• [What you are asked to do]:
Gather every line in the records below that contains the word "dead".

• [Record set]:
[Start of section]

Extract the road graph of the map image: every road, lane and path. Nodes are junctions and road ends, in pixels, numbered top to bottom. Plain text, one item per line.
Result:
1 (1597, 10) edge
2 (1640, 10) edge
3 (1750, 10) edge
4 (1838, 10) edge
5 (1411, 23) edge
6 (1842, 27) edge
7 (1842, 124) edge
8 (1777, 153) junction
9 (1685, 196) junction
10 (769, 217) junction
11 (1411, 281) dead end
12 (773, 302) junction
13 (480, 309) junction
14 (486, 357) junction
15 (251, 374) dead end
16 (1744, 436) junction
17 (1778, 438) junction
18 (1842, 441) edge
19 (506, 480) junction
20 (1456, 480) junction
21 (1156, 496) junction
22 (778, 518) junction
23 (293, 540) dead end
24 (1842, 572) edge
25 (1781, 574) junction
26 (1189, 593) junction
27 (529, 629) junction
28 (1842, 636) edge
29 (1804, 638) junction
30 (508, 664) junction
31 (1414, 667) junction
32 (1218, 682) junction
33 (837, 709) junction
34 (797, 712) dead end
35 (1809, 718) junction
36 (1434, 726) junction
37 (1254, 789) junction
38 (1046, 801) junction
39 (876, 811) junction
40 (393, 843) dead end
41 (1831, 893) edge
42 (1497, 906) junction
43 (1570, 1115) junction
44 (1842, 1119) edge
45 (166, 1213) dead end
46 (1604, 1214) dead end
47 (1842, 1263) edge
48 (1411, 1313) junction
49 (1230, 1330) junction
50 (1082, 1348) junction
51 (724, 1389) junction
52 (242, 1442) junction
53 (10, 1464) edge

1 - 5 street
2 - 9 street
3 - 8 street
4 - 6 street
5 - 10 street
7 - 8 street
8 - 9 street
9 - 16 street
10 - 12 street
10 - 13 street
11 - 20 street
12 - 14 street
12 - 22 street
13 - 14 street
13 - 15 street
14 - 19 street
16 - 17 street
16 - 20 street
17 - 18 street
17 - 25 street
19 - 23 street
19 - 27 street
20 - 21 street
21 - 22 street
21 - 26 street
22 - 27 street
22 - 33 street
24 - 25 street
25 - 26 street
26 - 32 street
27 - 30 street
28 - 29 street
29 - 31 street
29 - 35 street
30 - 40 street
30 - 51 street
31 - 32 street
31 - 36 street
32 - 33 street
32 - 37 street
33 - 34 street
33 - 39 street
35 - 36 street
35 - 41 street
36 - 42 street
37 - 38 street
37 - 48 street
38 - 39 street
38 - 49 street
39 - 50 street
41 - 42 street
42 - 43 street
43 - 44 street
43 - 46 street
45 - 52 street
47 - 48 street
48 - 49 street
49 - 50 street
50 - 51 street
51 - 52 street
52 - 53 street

[End of section]

• [Exercise output]:
11 (1411, 281) dead end
15 (251, 374) dead end
23 (293, 540) dead end
34 (797, 712) dead end
40 (393, 843) dead end
45 (166, 1213) dead end
46 (1604, 1214) dead end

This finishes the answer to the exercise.